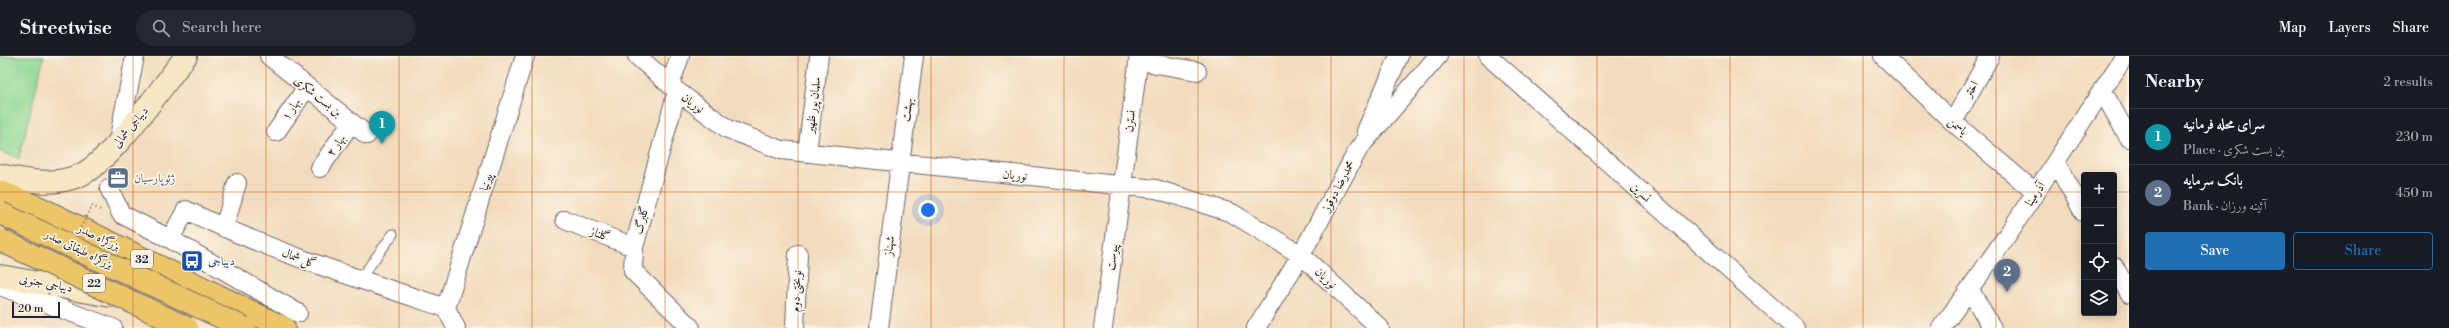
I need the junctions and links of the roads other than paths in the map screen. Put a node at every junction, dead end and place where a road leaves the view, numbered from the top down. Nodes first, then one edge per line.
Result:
1 (136, 56) edge
2 (186, 56) edge
3 (269, 56) edge
4 (525, 56) edge
5 (637, 56) edge
6 (680, 56) edge
7 (819, 56) edge
8 (914, 56) edge
9 (1399, 56) edge
10 (1438, 56) edge
11 (1488, 56) edge
12 (1883, 56) edge
13 (1990, 56) edge
14 (2125, 56) edge
15 (1139, 59) edge
16 (1197, 71) dead end
17 (307, 86) junction
18 (673, 88) junction
19 (2102, 90) junction
20 (1953, 122) junction
21 (352, 123) junction
22 (276, 132) dead end
23 (367, 135) dead end
24 (2129, 138) edge
25 (118, 142) junction
26 (1359, 148) junction
27 (807, 154) junction
28 (2056, 163) junction
29 (900, 164) junction
30 (320, 168) dead end
31 (0, 176) edge
32 (237, 183) dead end
33 (1122, 185) junction
34 (108, 188) dead end
35 (0, 192) edge
36 (2036, 193) junction
37 (2081, 208) edge
38 (0, 213) edge
39 (565, 220) dead end
40 (224, 228) junction
41 (394, 234) dead end
42 (170, 239) junction
43 (0, 240) edge
44 (0, 245) edge
45 (634, 247) junction
46 (798, 254) dead end
47 (1301, 255) junction
48 (2117, 271) edge
49 (0, 276) edge
50 (360, 279) junction
51 (0, 286) edge
52 (1970, 290) junction
53 (2129, 293) edge
54 (115, 297) junction
55 (446, 308) junction
56 (291, 320) edge
57 (113, 328) edge
58 (179, 328) edge
59 (187, 328) edge
60 (244, 328) edge
61 (456, 328) edge
62 (691, 328) edge
63 (795, 328) edge
64 (879, 328) edge
65 (1103, 328) edge
66 (1256, 328) edge
67 (1380, 328) edge
68 (1794, 328) edge
69 (1941, 328) edge
70 (1992, 328) edge

1 - 25 street
2 - 25 main road, دیباجی شمالی
3 - 17 street, بن بست شکرى
4 - 55 street, پیرنیا
5 - 18 street, نوریان
6 - 18 street, گلبرگ
7 - 27 street, سلمان پور ظهیر
8 - 29 street, بهشت
9 - 26 street
10 - 26 street, محمدرضا دوقوز
11 - 68 street, نسرین
12 - 20 street, یاسمن
13 - 20 street, اختر
14 - 19 street, آذرمینا
15 - 16 street
15 - 33 street, نسترن
17 - 21 street, بن بست شکرى
17 - 22 street, بهار ۱
18 - 27 street, نوریان
18 - 45 street, گلبرگ
19 - 24 street
19 - 28 street, آذرمینا
20 - 36 street, یاسمن
21 - 23 street, بن بست شکرى
21 - 30 street, بهار ۲
25 - 31 main road, دیباجی شمالی
26 - 47 street, محمدرضا دوقوز
27 - 29 street, نوریان
28 - 36 street, آذرمینا
28 - 37 street
29 - 33 street, نوریان
29 - 64 street, شهناز
32 - 40 street
33 - 47 street, نوریان
33 - 65 street, پیوست
34 - 42 street
35 - 56 highway, بزرگراه صدر / 32
36 - 52 street, آذرمینا
38 - 60 highway, بزرگراه طبقاتی صدر / 22, bridge
39 - 45 street, گلناز
40 - 42 street, گل شمال
40 - 50 street, گل شمال
41 - 50 lane
42 - 56 street
43 - 59 highway, بزرگراه طبقاتی صدر / 22, bridge
44 - 54 highway
45 - 62 street, گلبرگ
46 - 63 street, نوبختی دوم
47 - 66 street, محمدرضا دوقوز
47 - 67 street, نوریان
48 - 53 street
49 - 54 main road, دیباجی جنوبی
50 - 55 street, گل شمال
51 - 57 street
52 - 69 street, آذرمینا
52 - 70 street
54 - 58 highway
55 - 61 street

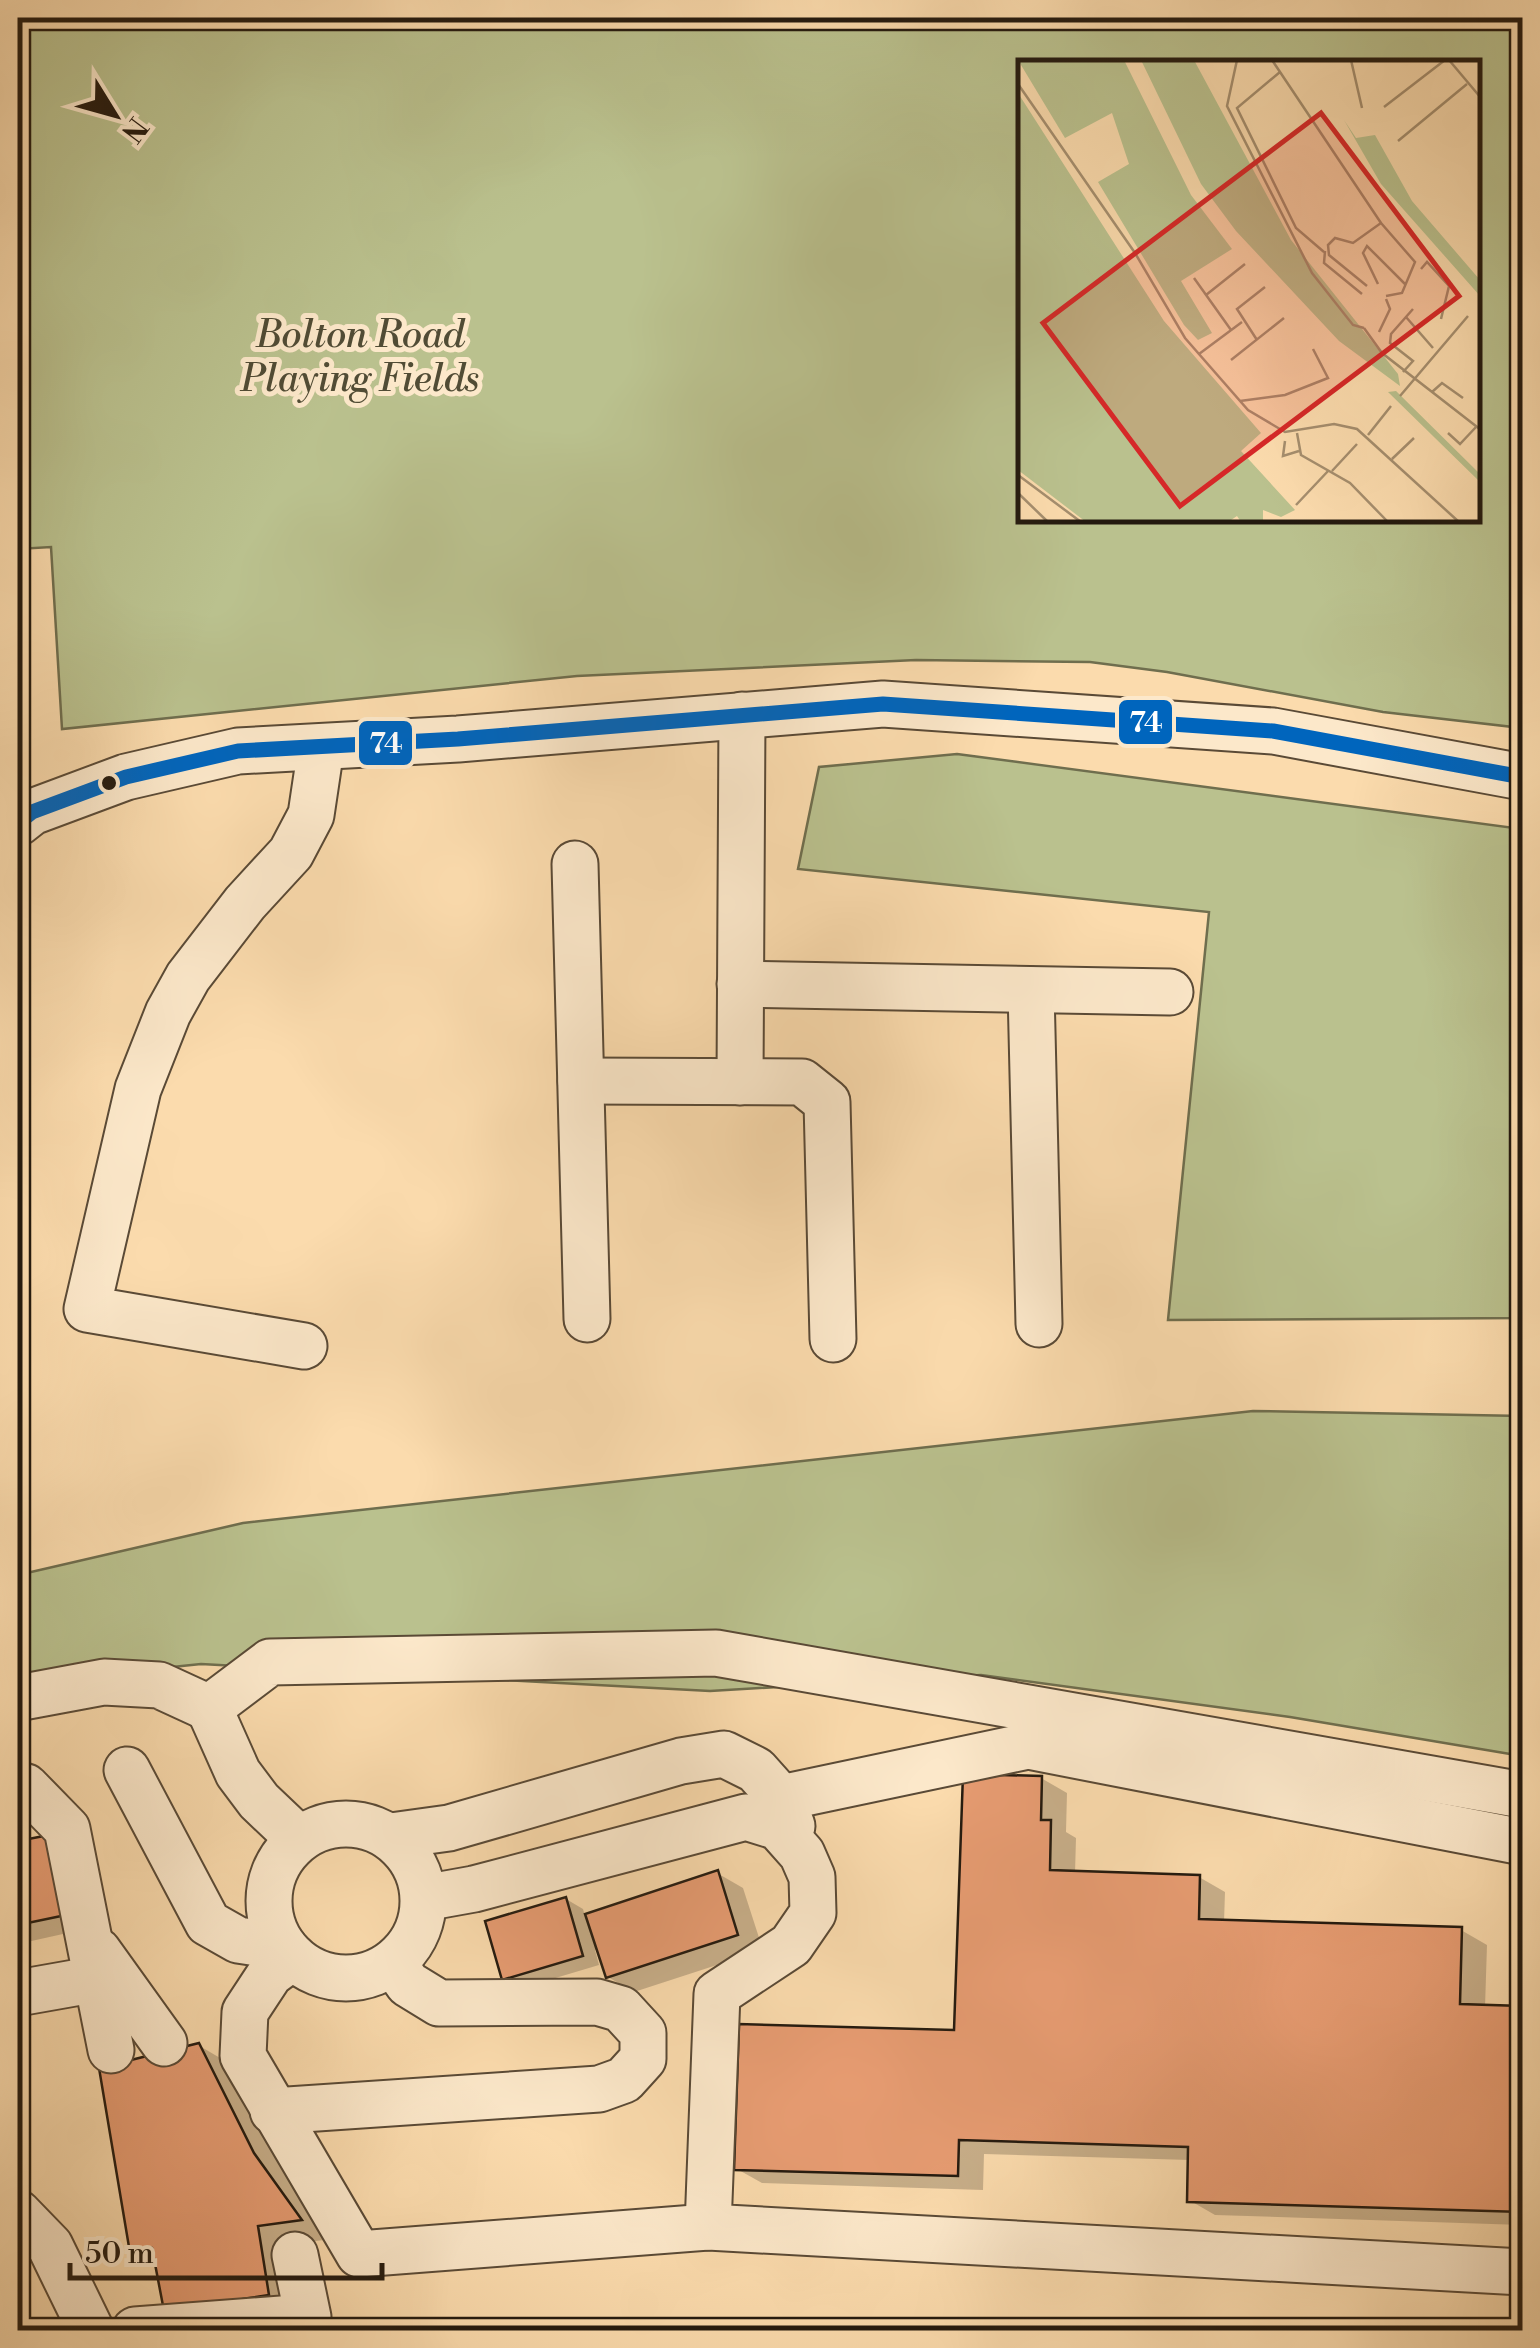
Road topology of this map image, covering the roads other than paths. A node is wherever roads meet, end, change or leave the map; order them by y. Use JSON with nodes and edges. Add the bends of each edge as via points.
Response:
{"nodes":[{"id":1,"x":742,"y":716,"type":"junction"},
{"id":2,"x":322,"y":748,"type":"junction"},
{"id":3,"x":1522,"y":776,"type":"edge"},
{"id":4,"x":18,"y":824,"type":"edge"},
{"id":5,"x":575,"y":864,"type":"dead end"},
{"id":6,"x":740,"y":984,"type":"junction"},
{"id":7,"x":1032,"y":990,"type":"junction"},
{"id":8,"x":1170,"y":992,"type":"dead end"},
{"id":9,"x":581,"y":1081,"type":"junction"},
{"id":10,"x":740,"y":1082,"type":"junction"},
{"id":11,"x":587,"y":1319,"type":"dead end"},
{"id":12,"x":1039,"y":1324,"type":"dead end"},
{"id":13,"x":834,"y":1339,"type":"dead end"},
{"id":14,"x":304,"y":1346,"type":"dead end"},
{"id":15,"x":18,"y":1698,"type":"edge"},
{"id":16,"x":209,"y":1708,"type":"junction"},
{"id":17,"x":127,"y":1770,"type":"dead end"},
{"id":18,"x":18,"y":1789,"type":"edge"},
{"id":19,"x":1522,"y":1795,"type":"edge"},
{"id":20,"x":781,"y":1798,"type":"junction"},
{"id":21,"x":390,"y":1836,"type":"junction"},
{"id":22,"x":300,"y":1839,"type":"junction"},
{"id":23,"x":1522,"y":1842,"type":"edge"},
{"id":24,"x":802,"y":1854,"type":"junction"},
{"id":25,"x":424,"y":1898,"type":"junction"},
{"id":26,"x":288,"y":1952,"type":"junction"},
{"id":27,"x":93,"y":1958,"type":"junction"},
{"id":28,"x":394,"y":1963,"type":"junction"},
{"id":29,"x":18,"y":1993,"type":"edge"},
{"id":30,"x":164,"y":2043,"type":"dead end"},
{"id":31,"x":111,"y":2050,"type":"dead end"},
{"id":32,"x":272,"y":2111,"type":"junction"},
{"id":33,"x":18,"y":2213,"type":"edge"},
{"id":34,"x":708,"y":2227,"type":"junction"},
{"id":35,"x":295,"y":2255,"type":"dead end"},
{"id":36,"x":1522,"y":2272,"type":"edge"},
{"id":37,"x":92,"y":2330,"type":"edge"},
{"id":38,"x":136,"y":2330,"type":"edge"}],
"edges":[{"from":1,"to":2,"type":"street"},
{"from":1,"to":3,"type":"street","via":[[884,704],[1273,731]]},
{"from":1,"to":6,"type":"street"},
{"from":2,"to":4,"type":"street","via":[[238,751],[126,777],[32,812]]},
{"from":2,"to":14,"type":"street","via":[[311,815],[291,853],[200,962],[168,1013],[138,1089],[87,1309]]},
{"from":5,"to":9,"type":"street"},
{"from":6,"to":7,"type":"street"},
{"from":6,"to":10,"type":"street"},
{"from":7,"to":8,"type":"street"},
{"from":7,"to":12,"type":"street"},
{"from":9,"to":10,"type":"street"},
{"from":9,"to":11,"type":"street"},
{"from":10,"to":13,"type":"street","via":[[802,1082],[827,1102]]},
{"from":15,"to":16,"type":"street","via":[[104,1682],[159,1685]]},
{"from":16,"to":19,"type":"street","via":[[270,1662],[716,1653]]},
{"from":16,"to":22,"type":"street","via":[[238,1773]]},
{"from":17,"to":26,"type":"street","via":[[208,1923],[238,1940]]},
{"from":18,"to":27,"type":"street","via":[[26,1787],[67,1829]]},
{"from":20,"to":21,"type":"street","via":[[756,1770],[724,1754],[449,1828]]},
{"from":20,"to":23,"type":"street","via":[[1028,1746]]},
{"from":20,"to":24,"type":"street"},
{"from":21,"to":22,"type":"street","via":[[346,1823]]},
{"from":21,"to":25,"type":"street","via":[[408,1852]]},
{"from":22,"to":26,"type":"street","via":[[271,1882],[269,1909]]},
{"from":24,"to":25,"type":"street","via":[[778,1827],[746,1817]]},
{"from":24,"to":34,"type":"street","via":[[812,1877],[813,1913],[791,1945],[717,1994]]},
{"from":25,"to":28,"type":"street","via":[[411,1944]]},
{"from":26,"to":28,"type":"street","via":[[316,1973],[344,1979]]},
{"from":26,"to":32,"type":"street","via":[[256,1992],[242,2028],[243,2056]]},
{"from":27,"to":29,"type":"street"},
{"from":27,"to":30,"type":"street"},
{"from":27,"to":31,"type":"street"},
{"from":28,"to":32,"type":"street","via":[[408,1984],[440,2003],[597,2002],[620,2009],[643,2033],[642,2059],[624,2080],[600,2088]]},
{"from":32,"to":34,"type":"street","via":[[359,2254]]},
{"from":33,"to":37,"type":"street","via":[[50,2246]]},
{"from":34,"to":36,"type":"street"},
{"from":35,"to":38,"type":"street","via":[[308,2317]]}]}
-.-.-
== What needs to be done ==
Using the data above, show each line where "شمالی" occurs.

== Solution ==
2 - 25 main road, دیباجی شمالی
25 - 31 main road, دیباجی شمالی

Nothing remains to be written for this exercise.